The entire class was impressed by this groups ability to organize their model based on the Roy (1984) model which had been used in the course. Group E's presentation drew enthusiastic applause. Other students intuitively recognized a clear and appropriate model. It is possible that other students recognized the leadership potential of those who organized abstract concepts in a methodological, meaningful way, and who presented those concepts by building on previously learned material with which the authence was familiar.
According to contemporary moral theory, the ability to value the perspective of another is a mark of moral objectivity. Similarly, the ability to anticipate objections others might raise to one's position, as well as the disposition to entertain challenges to one's viewpoint marks a rejection of ethical egotism. The ability to reconsider and perhaps revise one's position is an important indicator of principled reasoning which characterizes the highest levels (Stages 5 and 6) of moral development.

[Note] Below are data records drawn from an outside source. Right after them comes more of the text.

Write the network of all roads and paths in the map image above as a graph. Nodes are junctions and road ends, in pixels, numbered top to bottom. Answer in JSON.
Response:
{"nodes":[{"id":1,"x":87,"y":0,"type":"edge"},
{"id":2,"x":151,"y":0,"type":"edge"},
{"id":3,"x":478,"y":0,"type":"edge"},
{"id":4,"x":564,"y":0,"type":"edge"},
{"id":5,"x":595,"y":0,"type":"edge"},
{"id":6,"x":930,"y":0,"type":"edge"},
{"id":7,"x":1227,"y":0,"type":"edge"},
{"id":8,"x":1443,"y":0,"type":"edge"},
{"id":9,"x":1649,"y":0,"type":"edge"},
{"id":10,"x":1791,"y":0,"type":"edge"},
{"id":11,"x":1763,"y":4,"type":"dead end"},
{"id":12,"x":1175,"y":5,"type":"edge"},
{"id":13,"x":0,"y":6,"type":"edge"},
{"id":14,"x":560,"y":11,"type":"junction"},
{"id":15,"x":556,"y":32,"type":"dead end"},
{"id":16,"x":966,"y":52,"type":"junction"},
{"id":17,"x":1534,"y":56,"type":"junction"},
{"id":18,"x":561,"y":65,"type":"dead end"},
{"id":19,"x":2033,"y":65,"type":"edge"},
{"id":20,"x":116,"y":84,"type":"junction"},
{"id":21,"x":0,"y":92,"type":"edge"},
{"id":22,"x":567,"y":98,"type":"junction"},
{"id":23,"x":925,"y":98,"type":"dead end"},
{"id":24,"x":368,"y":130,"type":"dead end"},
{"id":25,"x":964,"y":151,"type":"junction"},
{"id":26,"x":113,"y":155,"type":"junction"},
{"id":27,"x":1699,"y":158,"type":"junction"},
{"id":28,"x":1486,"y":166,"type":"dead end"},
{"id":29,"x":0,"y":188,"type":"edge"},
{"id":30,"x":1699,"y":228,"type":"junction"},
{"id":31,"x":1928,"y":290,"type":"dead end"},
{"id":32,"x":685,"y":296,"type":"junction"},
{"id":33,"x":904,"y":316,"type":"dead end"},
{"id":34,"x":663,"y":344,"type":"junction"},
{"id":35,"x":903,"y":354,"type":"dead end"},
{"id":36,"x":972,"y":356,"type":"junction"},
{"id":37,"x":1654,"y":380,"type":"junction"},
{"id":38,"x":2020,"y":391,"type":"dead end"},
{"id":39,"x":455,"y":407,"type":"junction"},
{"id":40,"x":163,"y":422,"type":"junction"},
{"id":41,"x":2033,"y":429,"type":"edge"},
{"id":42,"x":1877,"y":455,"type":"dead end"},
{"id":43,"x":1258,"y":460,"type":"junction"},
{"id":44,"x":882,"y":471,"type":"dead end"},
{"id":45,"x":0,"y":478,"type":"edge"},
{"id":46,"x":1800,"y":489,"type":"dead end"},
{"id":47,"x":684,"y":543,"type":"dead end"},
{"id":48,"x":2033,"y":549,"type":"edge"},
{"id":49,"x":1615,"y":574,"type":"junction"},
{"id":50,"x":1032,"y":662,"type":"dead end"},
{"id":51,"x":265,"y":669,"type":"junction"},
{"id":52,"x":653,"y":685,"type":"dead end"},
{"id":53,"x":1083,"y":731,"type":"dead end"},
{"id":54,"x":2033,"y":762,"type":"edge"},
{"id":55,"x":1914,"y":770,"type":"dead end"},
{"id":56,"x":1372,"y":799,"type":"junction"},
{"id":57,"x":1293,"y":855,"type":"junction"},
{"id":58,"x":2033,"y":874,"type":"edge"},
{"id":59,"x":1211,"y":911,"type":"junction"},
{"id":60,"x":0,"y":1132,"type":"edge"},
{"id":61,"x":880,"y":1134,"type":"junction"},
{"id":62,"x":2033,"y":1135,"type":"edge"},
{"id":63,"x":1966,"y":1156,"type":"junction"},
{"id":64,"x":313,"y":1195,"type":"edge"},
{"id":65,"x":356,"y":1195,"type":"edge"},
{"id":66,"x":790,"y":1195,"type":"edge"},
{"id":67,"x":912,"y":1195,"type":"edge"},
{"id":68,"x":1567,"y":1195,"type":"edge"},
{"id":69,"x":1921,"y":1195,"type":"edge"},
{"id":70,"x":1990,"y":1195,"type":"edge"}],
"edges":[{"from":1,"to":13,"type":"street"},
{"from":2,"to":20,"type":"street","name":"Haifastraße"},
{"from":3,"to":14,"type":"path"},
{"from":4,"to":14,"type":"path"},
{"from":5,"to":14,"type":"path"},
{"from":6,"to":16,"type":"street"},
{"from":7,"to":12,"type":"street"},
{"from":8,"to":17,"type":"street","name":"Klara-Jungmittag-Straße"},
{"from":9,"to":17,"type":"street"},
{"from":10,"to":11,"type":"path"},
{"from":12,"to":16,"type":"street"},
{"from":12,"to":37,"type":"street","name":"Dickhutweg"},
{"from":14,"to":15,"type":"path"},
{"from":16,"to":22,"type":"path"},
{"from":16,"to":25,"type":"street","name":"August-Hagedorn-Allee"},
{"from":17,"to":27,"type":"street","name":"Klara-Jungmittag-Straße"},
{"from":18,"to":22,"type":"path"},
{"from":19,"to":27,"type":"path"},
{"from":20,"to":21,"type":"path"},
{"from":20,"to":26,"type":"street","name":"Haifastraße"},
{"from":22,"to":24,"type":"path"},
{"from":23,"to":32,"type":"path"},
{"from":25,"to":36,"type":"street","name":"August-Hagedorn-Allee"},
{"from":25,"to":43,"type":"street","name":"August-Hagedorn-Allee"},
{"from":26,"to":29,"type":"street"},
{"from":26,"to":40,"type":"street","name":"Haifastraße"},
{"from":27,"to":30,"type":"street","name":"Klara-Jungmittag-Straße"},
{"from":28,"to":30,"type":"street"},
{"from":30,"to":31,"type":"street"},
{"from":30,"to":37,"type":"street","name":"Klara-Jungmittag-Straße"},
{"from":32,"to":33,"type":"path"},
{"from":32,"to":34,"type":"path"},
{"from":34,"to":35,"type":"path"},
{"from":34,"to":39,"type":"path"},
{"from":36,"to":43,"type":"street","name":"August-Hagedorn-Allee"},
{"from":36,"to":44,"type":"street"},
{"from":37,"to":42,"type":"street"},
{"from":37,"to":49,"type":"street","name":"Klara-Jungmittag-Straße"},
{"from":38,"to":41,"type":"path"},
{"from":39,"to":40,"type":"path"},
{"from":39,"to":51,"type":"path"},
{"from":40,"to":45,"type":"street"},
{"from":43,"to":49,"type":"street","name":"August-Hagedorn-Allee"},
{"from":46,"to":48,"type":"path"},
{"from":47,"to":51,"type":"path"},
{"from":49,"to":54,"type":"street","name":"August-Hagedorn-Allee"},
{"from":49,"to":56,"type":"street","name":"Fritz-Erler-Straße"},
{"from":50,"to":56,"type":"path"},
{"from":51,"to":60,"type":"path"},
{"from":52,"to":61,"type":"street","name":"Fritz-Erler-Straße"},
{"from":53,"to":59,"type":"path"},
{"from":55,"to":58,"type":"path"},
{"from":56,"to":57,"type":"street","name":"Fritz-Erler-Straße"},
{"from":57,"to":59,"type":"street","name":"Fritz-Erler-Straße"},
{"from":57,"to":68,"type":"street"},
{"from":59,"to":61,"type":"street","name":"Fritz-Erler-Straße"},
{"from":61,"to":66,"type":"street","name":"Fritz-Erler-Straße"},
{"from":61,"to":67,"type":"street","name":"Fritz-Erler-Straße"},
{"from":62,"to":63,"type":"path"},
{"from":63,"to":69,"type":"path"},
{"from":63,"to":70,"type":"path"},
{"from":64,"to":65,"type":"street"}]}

One result that we expected, but which did not materialize, was that the groups would anticipate objections to the way in which their model was constructed, and to their rationale for constructing their model as they ultimately did. No one challenged any of the models presented. This perhaps indicated that we as faculty either expected too much from this group of sophomore nursing students or needed to help students to challenge each others' models and to discuss each others' objections.
Faculty and students learned that some models are clearly more sophisticated than others. This variability may reflect differences in ability to think abstractly, as well as dissimilarity in individual students' commitment to doing background readings, and to contributing to a group effort. One important thing faculty learned is that students welcome opportunities to work collectively, to take responsibility for group endeavors, and to assume new challenges. We also verified that students can learn by experience that professional ethics is not simply a matter of acting on the personal values learned in childhood.
Students discovered through an active learning method that professional ethics requires more than obeying laws, codes, guidelines, and regulations. They learned that it is not only the outcome of their decision making process that is important but also the appropriateness of the component parts of that process, the rigor and care with which that process is completed, and the need to involve peers in that process.